Explores the locations of the rides

# This function plots the rides on a map of chicago
def plot_data_points(longitude, latitude, data_frame, focus_point) :
    cvs = ds.Canvas(plot_width=500, plot_height=400)
    export  = partial(export_image, export_path = "export", background="black")
    agg = cvs.points(data_frame, longitude, latitude, ds.count())
    img = transfer_functions.shade(agg, cmap= hot, how='eq_hist')
    image_xpt  =  transfer_functions.dynspread(img, threshold=0.5, max_px=4)
    return export(image_xpt,"map")

# pickup locations
plot_data_points('pickup_longitude', 'pickup_latitude', df_4, 'unique_key')

# plot of dropoff location
plot_data_points('dropoff_longitude', 'dropoff_latitude', df_4, 'unique_key')

Explore the relations between pickup/dropoff locations and time of the day.

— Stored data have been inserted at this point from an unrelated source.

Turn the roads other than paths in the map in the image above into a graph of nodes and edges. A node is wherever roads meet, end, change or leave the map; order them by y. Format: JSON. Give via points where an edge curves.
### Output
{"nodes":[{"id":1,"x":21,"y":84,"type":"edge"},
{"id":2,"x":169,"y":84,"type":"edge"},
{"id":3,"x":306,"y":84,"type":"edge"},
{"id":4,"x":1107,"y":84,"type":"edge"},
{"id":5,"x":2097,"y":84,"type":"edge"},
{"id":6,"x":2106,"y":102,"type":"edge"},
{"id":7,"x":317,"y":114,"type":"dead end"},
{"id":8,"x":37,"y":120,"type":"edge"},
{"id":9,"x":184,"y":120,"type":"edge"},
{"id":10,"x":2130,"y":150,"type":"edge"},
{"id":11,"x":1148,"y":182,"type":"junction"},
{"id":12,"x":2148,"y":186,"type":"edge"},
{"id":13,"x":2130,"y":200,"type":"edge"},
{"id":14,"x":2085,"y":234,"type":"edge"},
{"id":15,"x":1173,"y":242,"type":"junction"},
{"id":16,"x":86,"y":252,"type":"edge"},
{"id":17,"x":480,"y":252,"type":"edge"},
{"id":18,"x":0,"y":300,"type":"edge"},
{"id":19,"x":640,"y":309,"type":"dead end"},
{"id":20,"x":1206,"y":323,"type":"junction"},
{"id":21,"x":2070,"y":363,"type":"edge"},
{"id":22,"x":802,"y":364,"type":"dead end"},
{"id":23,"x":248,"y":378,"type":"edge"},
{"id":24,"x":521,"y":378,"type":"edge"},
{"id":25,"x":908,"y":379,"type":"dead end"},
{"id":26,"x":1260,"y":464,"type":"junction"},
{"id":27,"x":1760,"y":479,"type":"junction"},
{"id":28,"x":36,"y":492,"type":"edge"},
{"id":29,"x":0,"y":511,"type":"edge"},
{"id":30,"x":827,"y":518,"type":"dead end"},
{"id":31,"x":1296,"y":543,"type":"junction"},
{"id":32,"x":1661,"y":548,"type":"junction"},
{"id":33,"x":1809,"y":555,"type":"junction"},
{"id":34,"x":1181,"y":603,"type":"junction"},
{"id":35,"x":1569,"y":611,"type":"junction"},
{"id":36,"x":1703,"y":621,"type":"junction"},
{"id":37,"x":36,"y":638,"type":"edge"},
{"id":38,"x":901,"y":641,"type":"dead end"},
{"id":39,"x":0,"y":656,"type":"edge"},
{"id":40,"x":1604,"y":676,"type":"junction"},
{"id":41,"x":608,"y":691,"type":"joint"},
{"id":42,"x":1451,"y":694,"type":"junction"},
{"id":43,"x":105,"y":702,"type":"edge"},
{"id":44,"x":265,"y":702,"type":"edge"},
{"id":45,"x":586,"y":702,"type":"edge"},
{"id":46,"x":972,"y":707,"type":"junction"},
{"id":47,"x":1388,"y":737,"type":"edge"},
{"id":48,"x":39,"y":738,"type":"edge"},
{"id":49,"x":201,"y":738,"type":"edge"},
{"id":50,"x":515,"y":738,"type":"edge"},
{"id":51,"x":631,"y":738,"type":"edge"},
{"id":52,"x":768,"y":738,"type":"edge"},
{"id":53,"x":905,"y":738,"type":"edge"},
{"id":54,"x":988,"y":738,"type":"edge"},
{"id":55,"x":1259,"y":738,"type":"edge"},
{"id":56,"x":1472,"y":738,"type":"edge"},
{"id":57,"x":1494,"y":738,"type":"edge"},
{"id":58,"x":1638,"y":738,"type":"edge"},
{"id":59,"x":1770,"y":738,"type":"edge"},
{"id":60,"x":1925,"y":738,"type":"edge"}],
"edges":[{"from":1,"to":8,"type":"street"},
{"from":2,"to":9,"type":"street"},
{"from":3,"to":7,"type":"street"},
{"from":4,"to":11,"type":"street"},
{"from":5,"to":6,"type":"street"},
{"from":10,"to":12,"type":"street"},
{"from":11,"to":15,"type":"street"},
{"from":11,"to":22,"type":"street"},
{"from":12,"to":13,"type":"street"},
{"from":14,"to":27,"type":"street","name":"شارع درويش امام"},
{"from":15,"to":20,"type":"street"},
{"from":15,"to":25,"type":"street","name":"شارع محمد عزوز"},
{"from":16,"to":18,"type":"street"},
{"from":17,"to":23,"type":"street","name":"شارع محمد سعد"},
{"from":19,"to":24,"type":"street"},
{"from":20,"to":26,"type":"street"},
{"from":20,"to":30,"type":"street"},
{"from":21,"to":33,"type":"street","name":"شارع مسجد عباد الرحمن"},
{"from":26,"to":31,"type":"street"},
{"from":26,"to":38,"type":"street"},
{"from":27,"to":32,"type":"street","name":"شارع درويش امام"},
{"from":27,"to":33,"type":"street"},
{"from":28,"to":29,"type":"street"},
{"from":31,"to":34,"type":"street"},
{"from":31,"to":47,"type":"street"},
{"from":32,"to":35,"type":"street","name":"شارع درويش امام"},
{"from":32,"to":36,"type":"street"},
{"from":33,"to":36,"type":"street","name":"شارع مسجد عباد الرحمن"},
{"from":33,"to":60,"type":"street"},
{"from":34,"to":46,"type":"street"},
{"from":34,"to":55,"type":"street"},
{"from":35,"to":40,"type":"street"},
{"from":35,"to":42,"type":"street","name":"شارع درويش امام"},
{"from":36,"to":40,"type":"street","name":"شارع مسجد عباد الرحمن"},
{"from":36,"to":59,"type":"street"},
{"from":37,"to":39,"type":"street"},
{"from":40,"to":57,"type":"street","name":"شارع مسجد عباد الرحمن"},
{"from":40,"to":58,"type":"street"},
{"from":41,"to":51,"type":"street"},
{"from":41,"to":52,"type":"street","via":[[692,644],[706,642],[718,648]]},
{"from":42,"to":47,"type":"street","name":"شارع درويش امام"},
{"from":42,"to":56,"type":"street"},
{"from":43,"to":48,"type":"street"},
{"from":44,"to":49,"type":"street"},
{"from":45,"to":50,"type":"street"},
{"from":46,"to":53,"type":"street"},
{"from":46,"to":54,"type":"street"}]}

Explore relationships between trip duration, trip length and fares

plt.scatter(df_4.trip_miles, df_4.fare_dollars, s = 1)
plt.xlabel('Trip Miles')
plt.ylabel('Fare($)')

It seems that there are a few rides with a much longer trip miles and fare amount. The following plot will zoom in to the trip with 500 miles or less, and fare dollars below 300.

Zooming in.

plt.scatter(df_4.trip_miles.loc[(df_4.trip_miles <=500) & (df_4.fare_dollars <=300)], 
            df_4.fare_dollars.loc[(df_4.trip_miles <=500) & (df_4.fare_dollars <=300)], 
            s = 1)
plt.xlabel('Trip Miles')
plt.ylabel('Fare($)')

Check how many rides have are 500 miles or less, and cost $300 or less.

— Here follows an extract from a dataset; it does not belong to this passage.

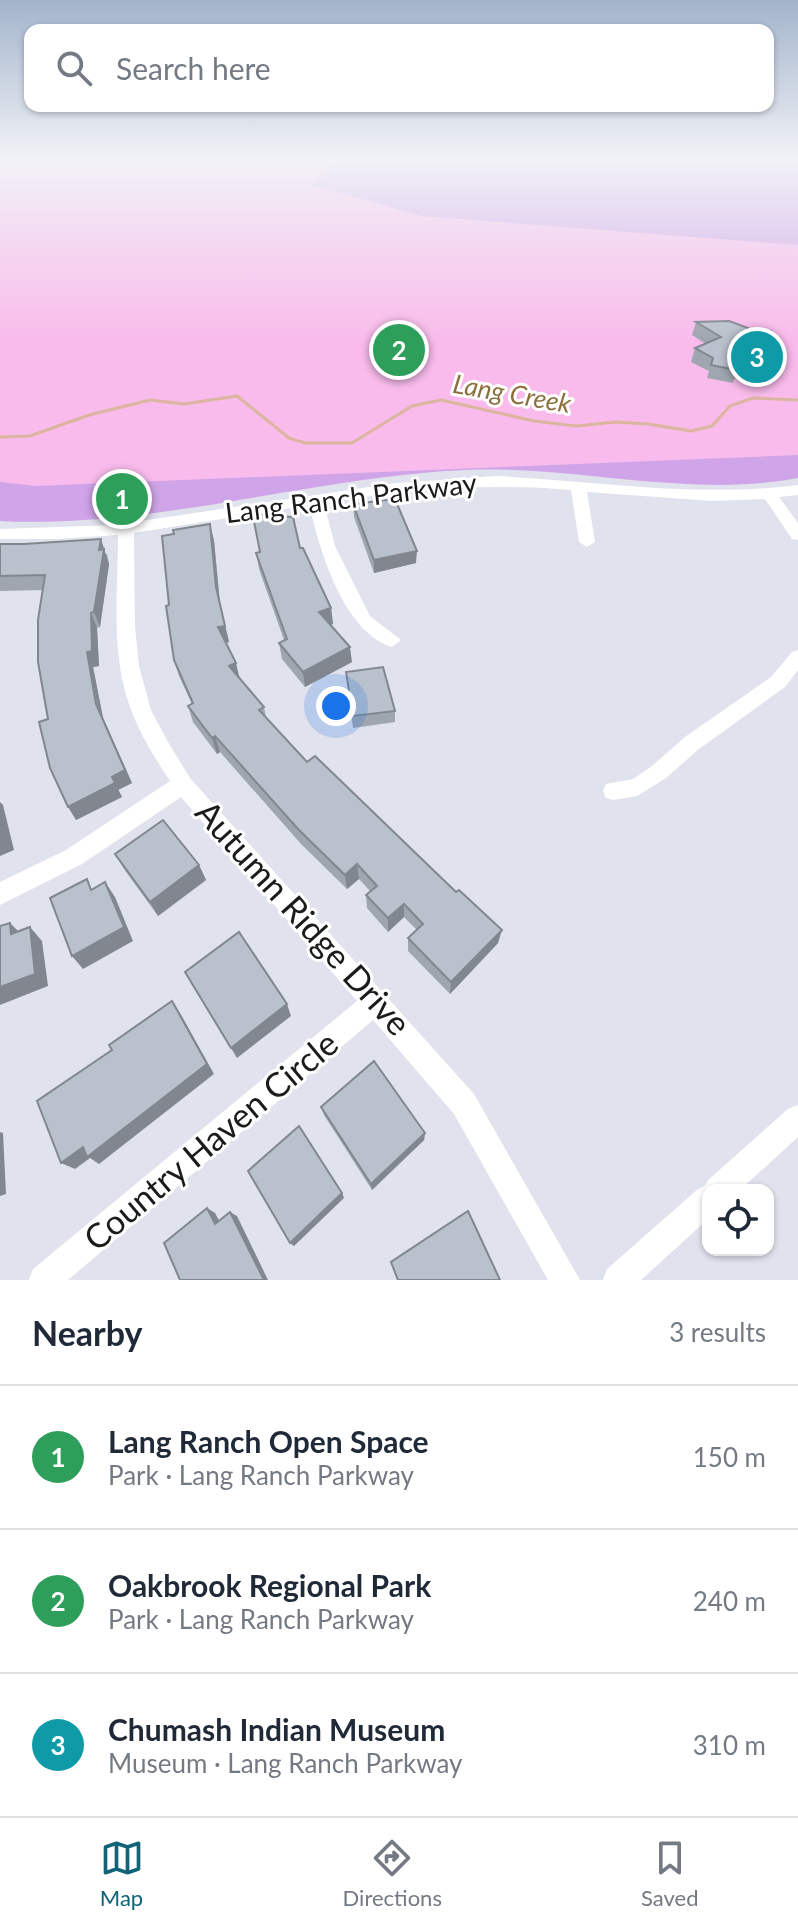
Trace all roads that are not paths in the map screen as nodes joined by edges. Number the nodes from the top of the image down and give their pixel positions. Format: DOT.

df_4.trip_miles.loc[(df_4.trip_miles <=500) & (df_4.fare_dollars <=300)].shape

The results show (998528,). 99.7% of the trips were less than 500 miles and less than 300 dollars.

Two conclusions came out of this analysis:

The following factors were relevant in predicting the taxi fare: hour of the day when the trip started, day of the week, distance of the trip, locations of the pickup and drop off, where the trip started from or ended in an airport area.
There seemed to be two lines of services: premium services and regular services, based on the rates.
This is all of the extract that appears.